**What is needed**. Gather all lines in the data that hold the string "main".

Collected data:
--- START ---

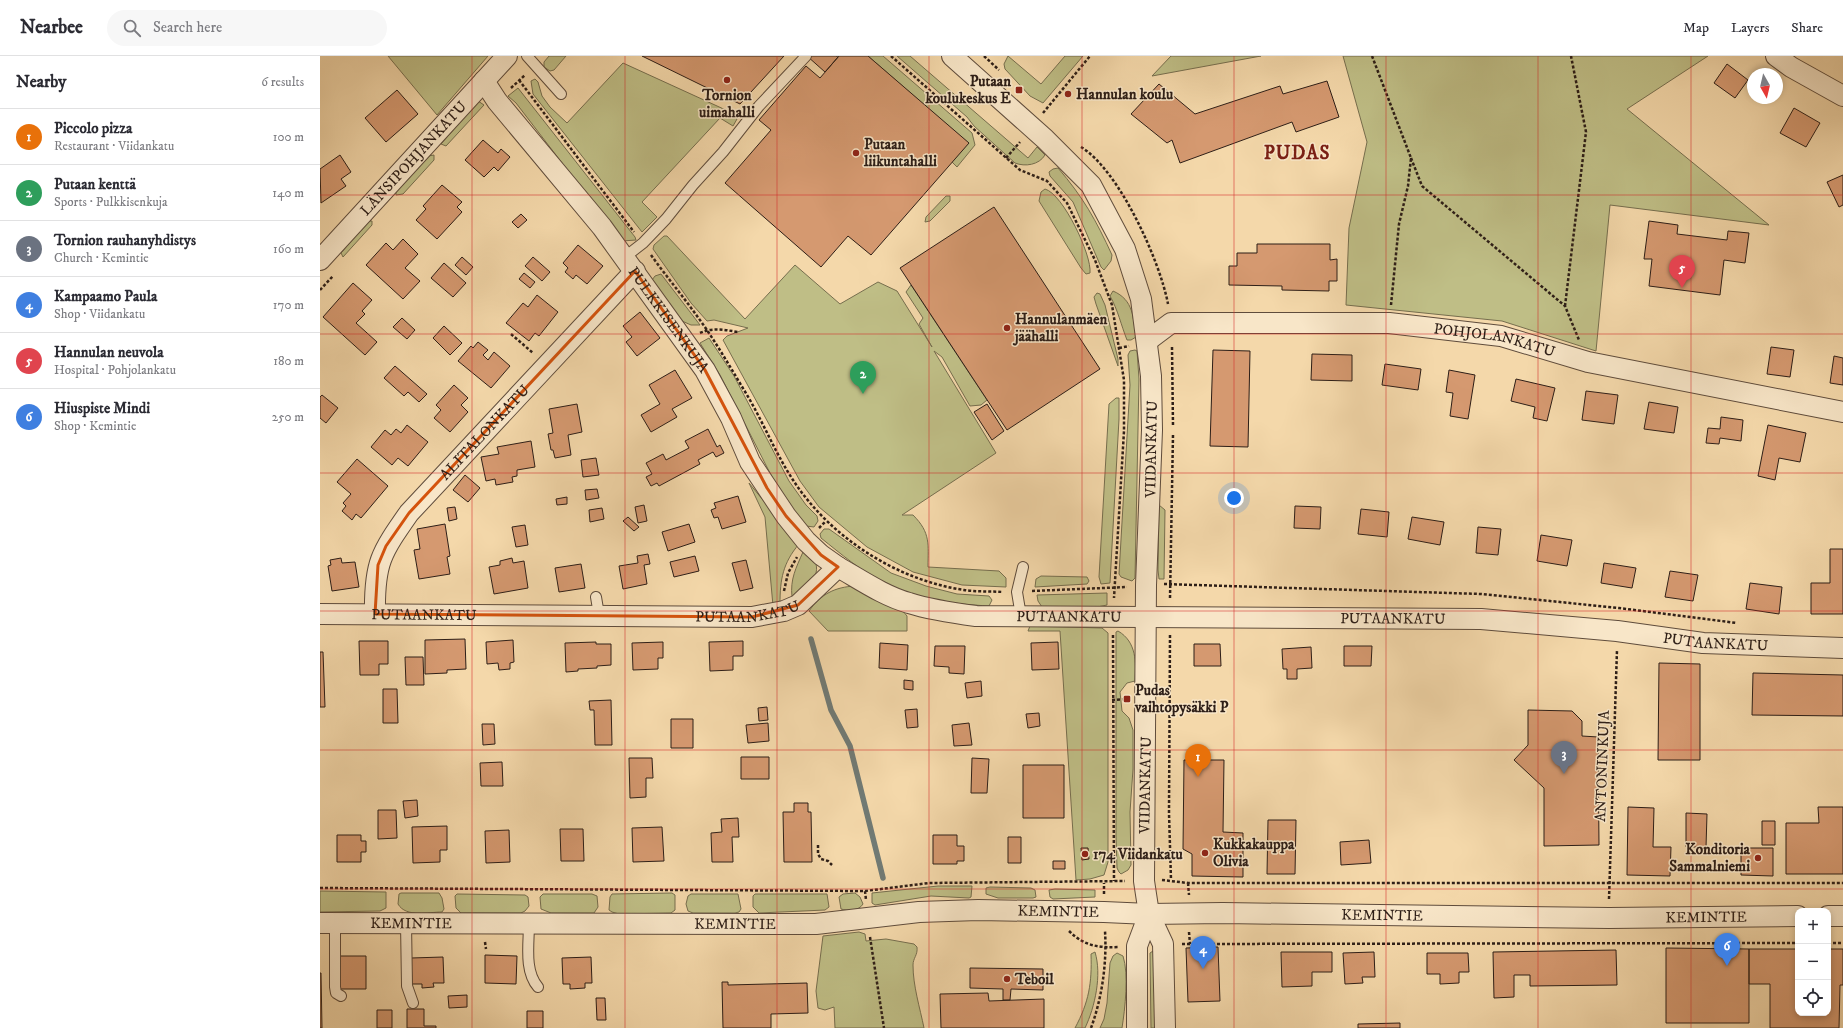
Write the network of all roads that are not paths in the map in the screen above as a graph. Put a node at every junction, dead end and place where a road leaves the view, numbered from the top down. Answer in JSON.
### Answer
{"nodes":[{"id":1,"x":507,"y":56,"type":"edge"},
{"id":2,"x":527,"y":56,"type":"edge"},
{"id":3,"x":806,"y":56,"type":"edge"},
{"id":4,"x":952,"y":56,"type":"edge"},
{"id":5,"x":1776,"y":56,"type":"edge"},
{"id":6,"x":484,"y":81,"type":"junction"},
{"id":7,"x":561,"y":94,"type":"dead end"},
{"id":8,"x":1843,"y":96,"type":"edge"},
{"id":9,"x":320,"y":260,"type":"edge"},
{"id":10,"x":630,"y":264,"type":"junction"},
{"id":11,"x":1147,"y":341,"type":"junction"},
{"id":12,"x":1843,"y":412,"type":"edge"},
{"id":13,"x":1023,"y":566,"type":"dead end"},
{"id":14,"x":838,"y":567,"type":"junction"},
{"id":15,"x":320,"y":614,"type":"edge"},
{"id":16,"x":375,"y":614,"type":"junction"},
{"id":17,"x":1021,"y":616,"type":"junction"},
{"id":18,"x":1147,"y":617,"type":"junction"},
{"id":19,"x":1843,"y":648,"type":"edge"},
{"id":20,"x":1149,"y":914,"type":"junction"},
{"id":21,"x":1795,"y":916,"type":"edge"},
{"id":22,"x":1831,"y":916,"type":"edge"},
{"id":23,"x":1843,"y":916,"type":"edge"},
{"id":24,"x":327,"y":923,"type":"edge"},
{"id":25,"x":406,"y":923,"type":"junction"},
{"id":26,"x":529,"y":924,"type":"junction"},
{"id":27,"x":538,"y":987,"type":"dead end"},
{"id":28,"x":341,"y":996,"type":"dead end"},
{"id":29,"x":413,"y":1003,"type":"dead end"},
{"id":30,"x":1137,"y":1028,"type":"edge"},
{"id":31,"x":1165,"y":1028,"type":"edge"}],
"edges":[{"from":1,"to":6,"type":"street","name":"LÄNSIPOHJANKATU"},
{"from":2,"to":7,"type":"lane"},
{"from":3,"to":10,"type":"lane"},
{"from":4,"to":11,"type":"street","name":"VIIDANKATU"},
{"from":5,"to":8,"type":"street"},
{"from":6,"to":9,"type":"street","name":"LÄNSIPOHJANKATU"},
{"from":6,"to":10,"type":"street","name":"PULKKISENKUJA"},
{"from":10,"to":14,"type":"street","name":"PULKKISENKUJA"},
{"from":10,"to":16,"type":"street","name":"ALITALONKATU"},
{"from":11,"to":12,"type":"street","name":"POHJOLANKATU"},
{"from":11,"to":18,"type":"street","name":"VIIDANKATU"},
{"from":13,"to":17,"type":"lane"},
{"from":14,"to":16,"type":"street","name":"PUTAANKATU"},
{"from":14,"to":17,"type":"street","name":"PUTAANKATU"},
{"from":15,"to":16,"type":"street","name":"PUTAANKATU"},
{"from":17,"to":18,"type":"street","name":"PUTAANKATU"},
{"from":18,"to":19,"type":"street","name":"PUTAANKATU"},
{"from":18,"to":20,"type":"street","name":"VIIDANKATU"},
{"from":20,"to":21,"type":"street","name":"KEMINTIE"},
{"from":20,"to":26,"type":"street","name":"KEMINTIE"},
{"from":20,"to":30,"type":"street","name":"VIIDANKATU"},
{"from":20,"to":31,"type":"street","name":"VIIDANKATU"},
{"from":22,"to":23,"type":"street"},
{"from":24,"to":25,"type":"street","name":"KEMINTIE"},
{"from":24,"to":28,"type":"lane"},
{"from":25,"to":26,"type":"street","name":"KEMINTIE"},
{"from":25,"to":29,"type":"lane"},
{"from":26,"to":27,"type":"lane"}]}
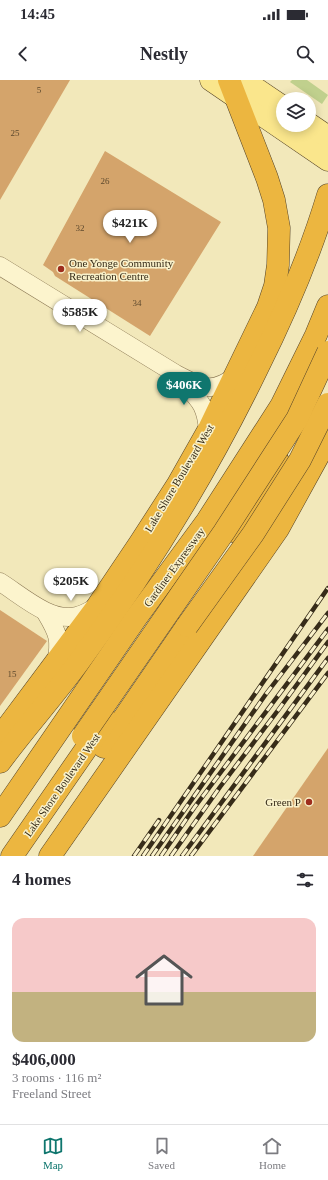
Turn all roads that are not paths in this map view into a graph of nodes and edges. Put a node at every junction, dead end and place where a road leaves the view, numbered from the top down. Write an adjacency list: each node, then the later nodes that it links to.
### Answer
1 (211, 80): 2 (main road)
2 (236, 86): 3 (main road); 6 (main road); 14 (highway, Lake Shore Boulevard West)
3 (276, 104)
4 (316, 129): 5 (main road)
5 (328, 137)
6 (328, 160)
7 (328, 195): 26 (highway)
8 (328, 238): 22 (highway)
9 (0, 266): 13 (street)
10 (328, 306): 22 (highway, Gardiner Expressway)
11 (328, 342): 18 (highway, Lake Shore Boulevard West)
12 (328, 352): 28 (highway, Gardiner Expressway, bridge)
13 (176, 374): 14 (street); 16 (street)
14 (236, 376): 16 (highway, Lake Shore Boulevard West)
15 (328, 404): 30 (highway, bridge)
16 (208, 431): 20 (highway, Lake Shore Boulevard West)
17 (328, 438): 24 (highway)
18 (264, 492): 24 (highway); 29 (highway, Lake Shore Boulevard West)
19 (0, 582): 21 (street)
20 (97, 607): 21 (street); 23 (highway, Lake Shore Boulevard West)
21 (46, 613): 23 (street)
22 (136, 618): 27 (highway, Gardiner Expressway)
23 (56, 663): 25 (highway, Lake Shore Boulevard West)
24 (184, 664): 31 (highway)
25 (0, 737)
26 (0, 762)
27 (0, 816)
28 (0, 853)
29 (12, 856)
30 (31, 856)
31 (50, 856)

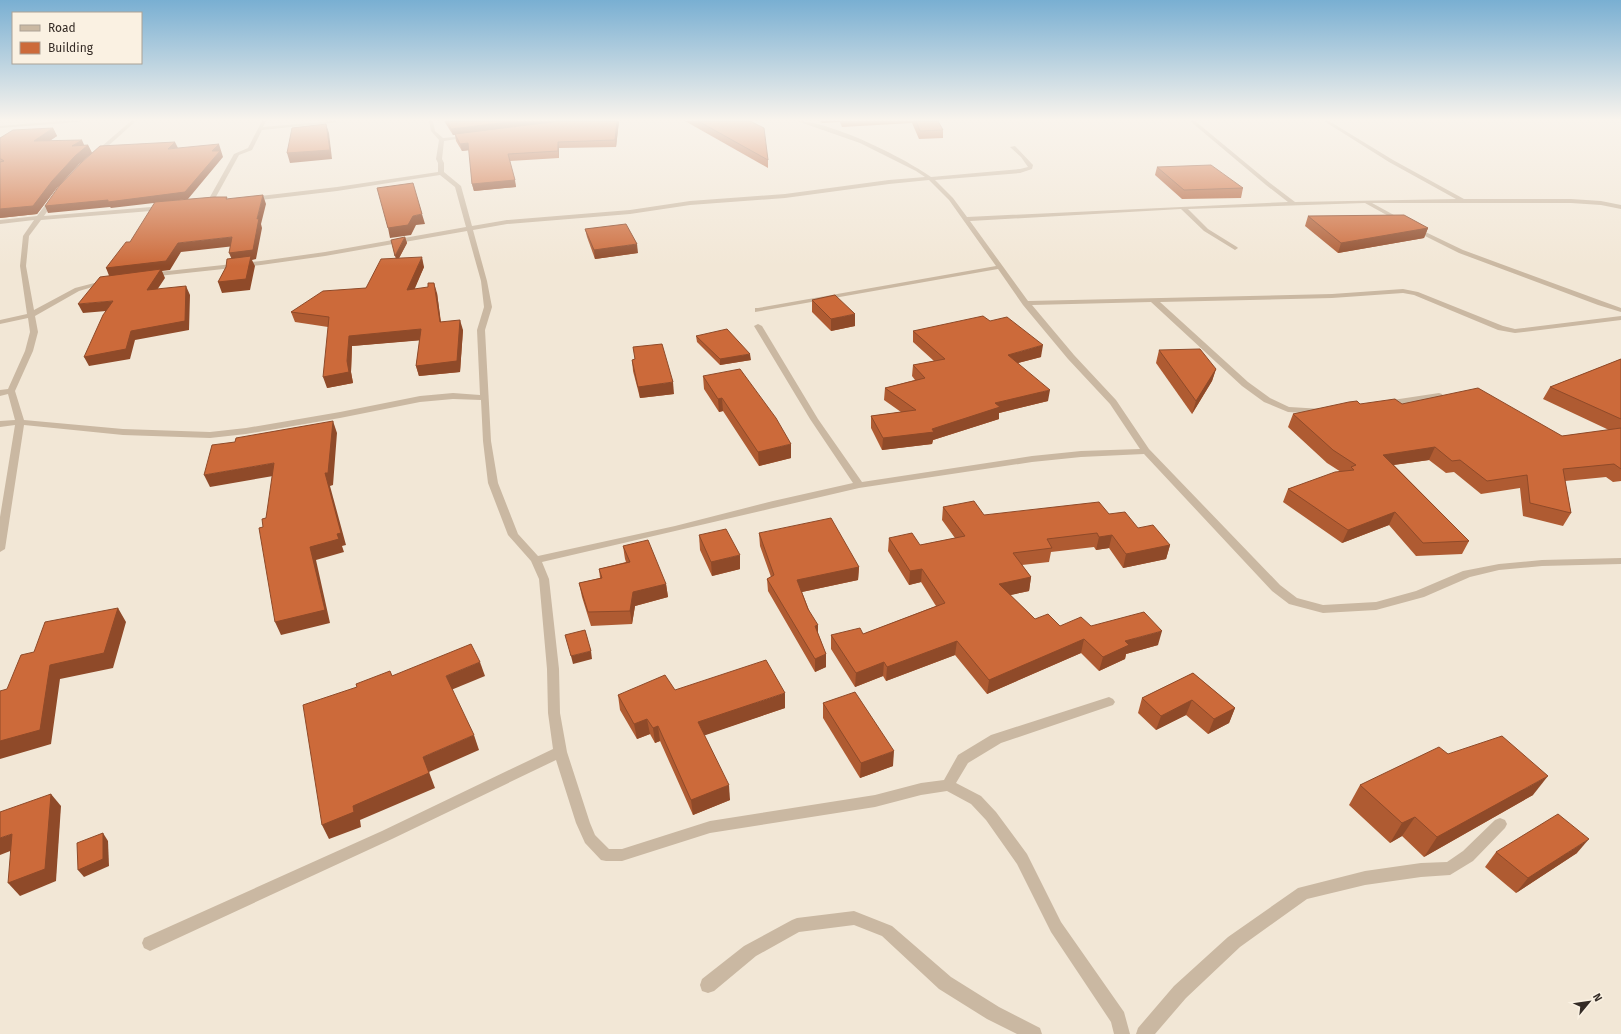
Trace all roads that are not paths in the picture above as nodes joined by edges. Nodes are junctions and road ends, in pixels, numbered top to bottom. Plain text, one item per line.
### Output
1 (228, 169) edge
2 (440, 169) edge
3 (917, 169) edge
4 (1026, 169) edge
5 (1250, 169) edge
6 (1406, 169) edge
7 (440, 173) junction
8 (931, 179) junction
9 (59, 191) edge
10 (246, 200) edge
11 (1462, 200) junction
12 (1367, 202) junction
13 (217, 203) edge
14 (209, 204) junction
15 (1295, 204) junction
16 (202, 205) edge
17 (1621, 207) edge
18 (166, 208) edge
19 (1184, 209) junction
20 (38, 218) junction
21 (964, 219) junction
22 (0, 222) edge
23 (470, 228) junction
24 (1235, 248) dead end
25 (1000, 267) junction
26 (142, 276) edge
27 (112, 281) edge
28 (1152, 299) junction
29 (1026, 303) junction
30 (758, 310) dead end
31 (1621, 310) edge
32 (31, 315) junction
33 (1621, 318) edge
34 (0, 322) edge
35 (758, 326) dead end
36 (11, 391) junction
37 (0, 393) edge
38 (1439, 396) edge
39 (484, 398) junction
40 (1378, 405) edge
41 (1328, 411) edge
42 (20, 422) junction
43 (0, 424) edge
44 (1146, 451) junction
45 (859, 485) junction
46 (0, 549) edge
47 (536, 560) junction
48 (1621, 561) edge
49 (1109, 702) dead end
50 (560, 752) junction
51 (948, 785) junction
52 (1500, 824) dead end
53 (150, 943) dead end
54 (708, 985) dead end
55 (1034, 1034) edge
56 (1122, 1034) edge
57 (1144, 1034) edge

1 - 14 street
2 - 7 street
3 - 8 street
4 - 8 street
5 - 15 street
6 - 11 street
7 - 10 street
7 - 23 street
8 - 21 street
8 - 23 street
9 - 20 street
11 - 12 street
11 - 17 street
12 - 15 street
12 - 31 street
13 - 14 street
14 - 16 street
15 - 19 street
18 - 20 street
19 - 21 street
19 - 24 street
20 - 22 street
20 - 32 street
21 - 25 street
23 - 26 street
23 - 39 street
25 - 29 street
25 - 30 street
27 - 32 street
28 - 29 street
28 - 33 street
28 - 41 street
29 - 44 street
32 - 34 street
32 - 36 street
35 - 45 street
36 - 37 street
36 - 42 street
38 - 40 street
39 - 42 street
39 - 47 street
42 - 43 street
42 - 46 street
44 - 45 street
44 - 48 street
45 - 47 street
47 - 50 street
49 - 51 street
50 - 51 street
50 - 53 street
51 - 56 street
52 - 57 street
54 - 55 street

--- END ---

**Solution below**.
1 (211, 80): 2 (main road)
2 (236, 86): 3 (main road); 6 (main road); 14 (highway, Lake Shore Boulevard West)
4 (316, 129): 5 (main road)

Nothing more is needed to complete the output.